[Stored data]
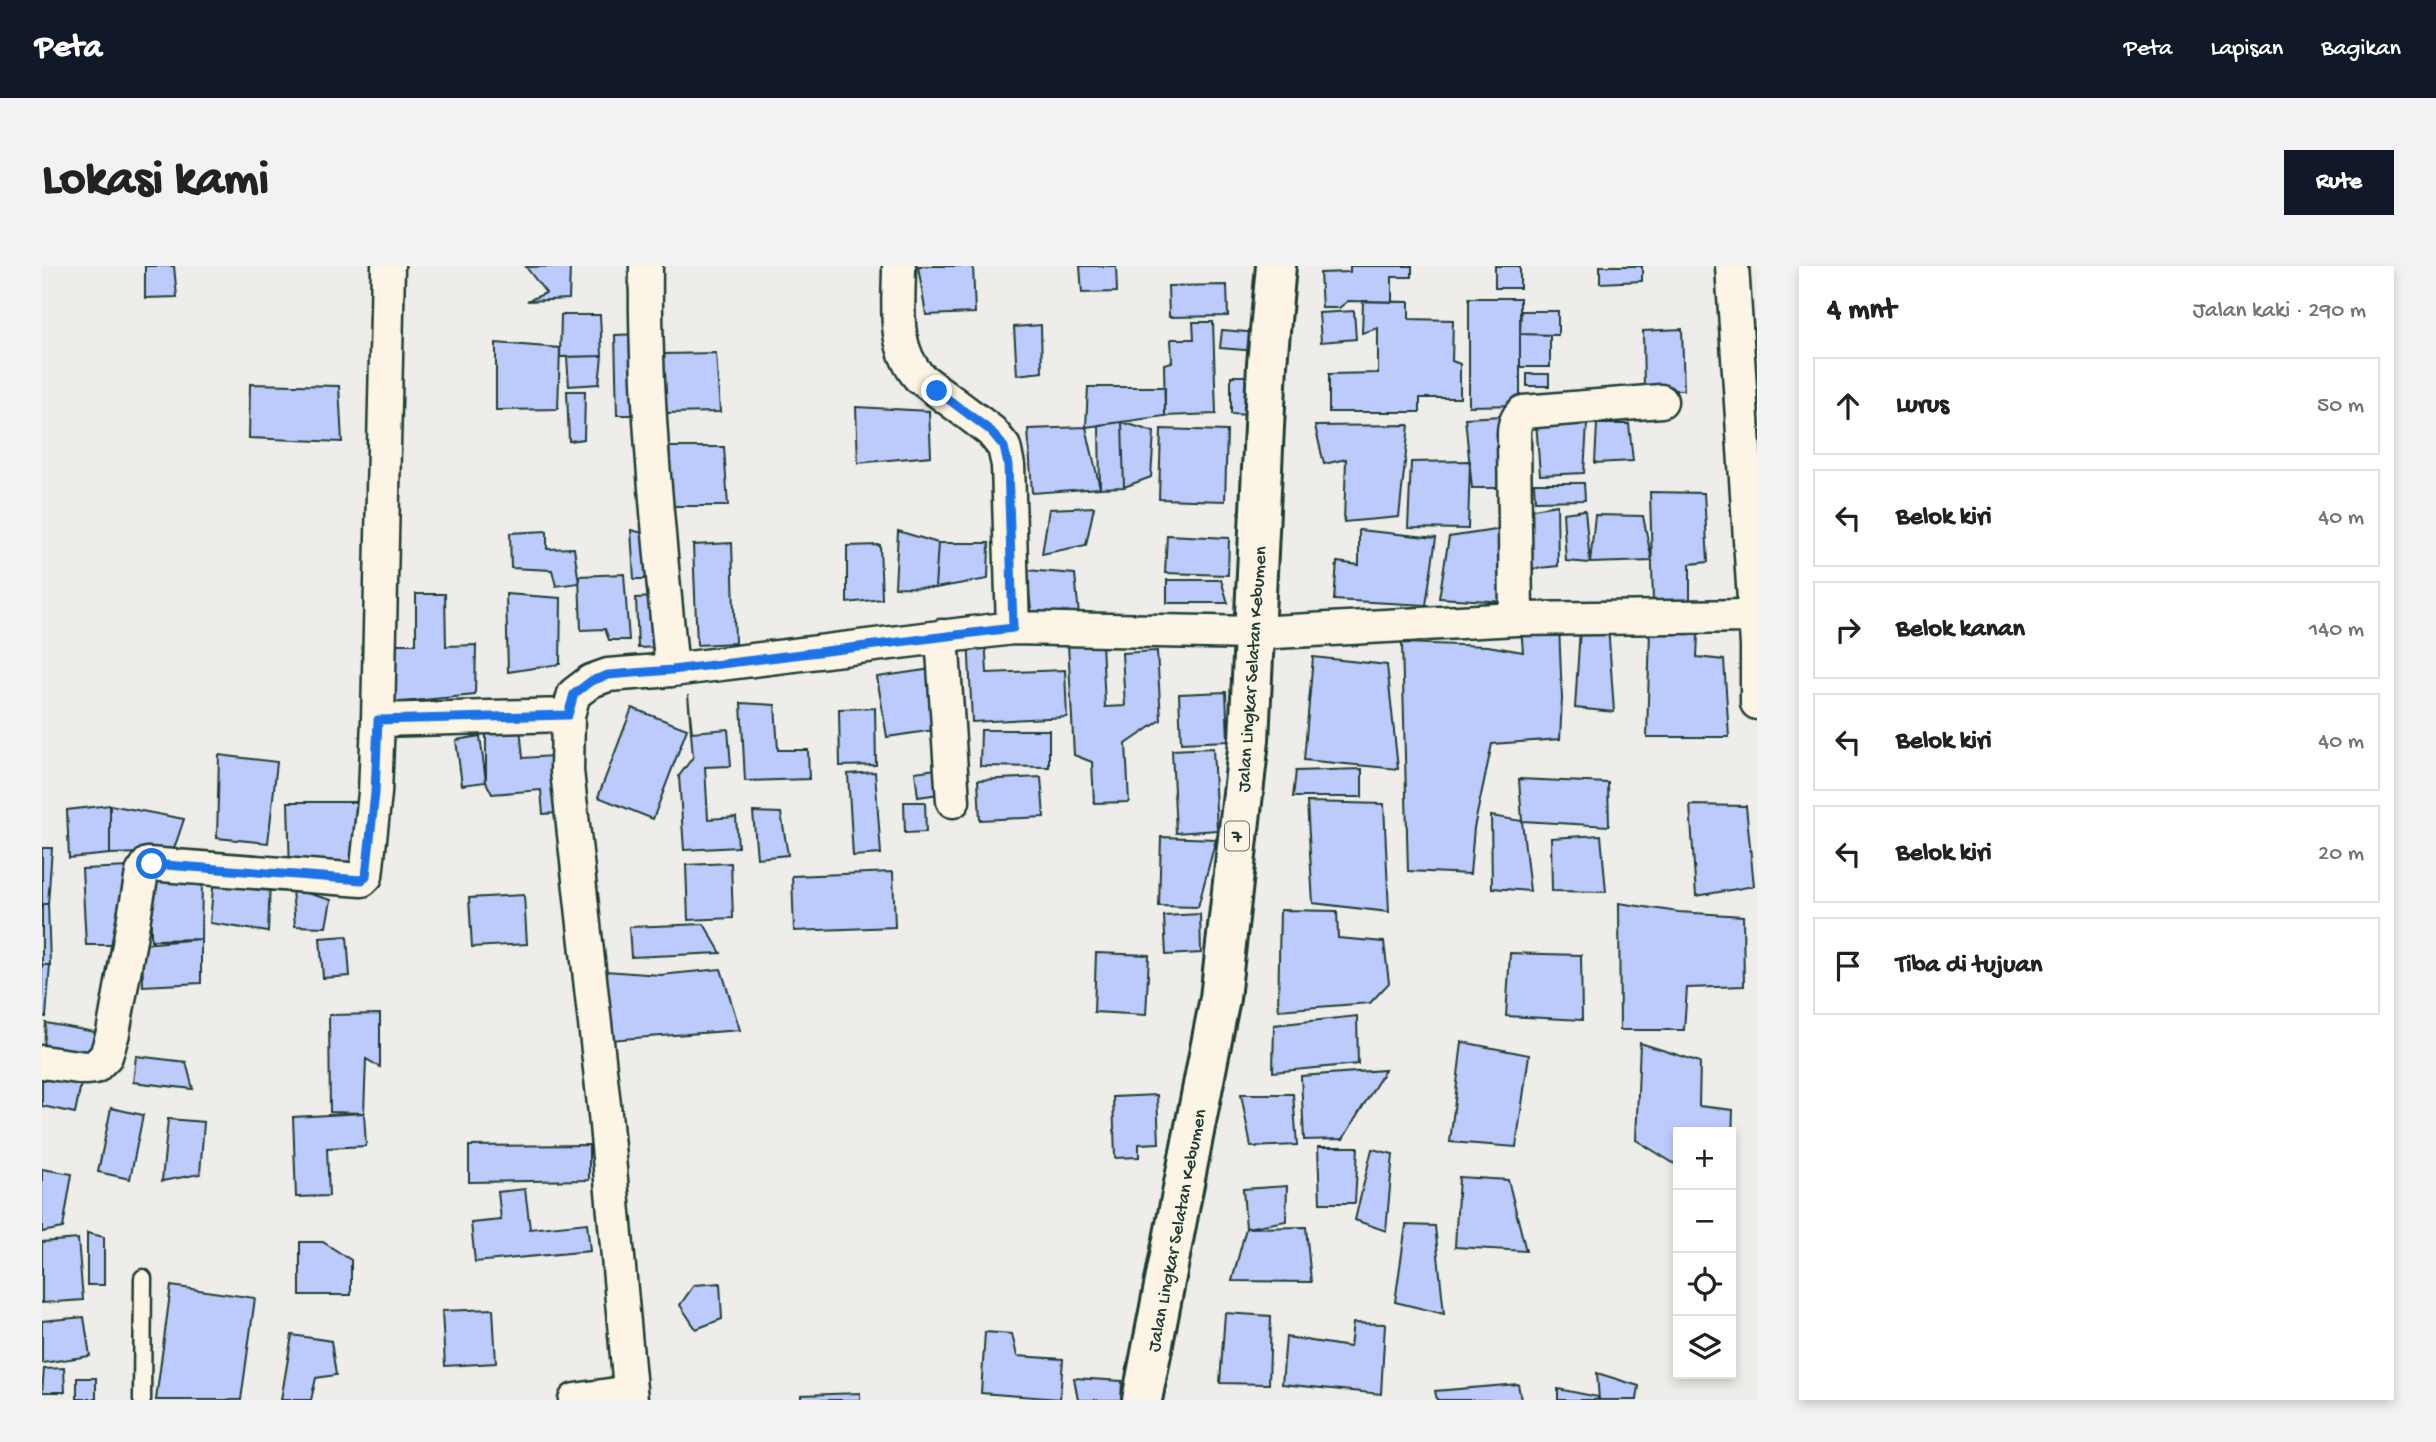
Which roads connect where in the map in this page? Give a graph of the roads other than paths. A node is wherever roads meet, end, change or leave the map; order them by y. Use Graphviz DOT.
graph roads {
  1 [pos="388,266"];
  2 [pos="646,266"];
  3 [pos="899,266"];
  4 [pos="1276,266"];
  5 [pos="1732,266"];
  6 [pos="1661,401"];
  7 [pos="1753,616"];
  8 [pos="1516,618"];
  9 [pos="1013,628"];
  10 [pos="1255,633"];
  11 [pos="942,636"];
  12 [pos="672,670"];
  13 [pos="1757,703"];
  14 [pos="568,715"];
  15 [pos="378,720"];
  16 [pos="953,801"];
  17 [pos="42,1062"];
  18 [pos="143,1278"];
  19 [pos="631,1396"];
  20 [pos="142,1400"];
  21 [pos="575,1400"];
  22 [pos="1142,1400"];
  1 -- 15 [label="street"];
  2 -- 12 [label="street"];
  3 -- 9 [label="street"];
  4 -- 10 [label="highway, Jalan Lingkar Selatan Kebumen / 7"];
  5 -- 7 [label="street"];
  6 -- 8 [label="street"];
  7 -- 8 [label="street"];
  7 -- 13 [label="street"];
  8 -- 10 [label="street"];
  9 -- 10 [label="street"];
  9 -- 11 [label="street"];
  10 -- 22 [label="highway, Jalan Lingkar Selatan Kebumen / 7"];
  11 -- 12 [label="street"];
  11 -- 16 [label="street"];
  12 -- 14 [label="street"];
  14 -- 15 [label="street"];
  14 -- 19 [label="street"];
  15 -- 17 [label="street"];
  18 -- 20 [label="lane"];
  19 -- 21 [label="street"];
}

• TO DO
Where does the word "highway" appear in the records? Copy every line that holds it.

• RESPONSE TO THIS TASK
  4 -- 10 [label="highway, Jalan Lingkar Selatan Kebumen / 7"];
  10 -- 22 [label="highway, Jalan Lingkar Selatan Kebumen / 7"];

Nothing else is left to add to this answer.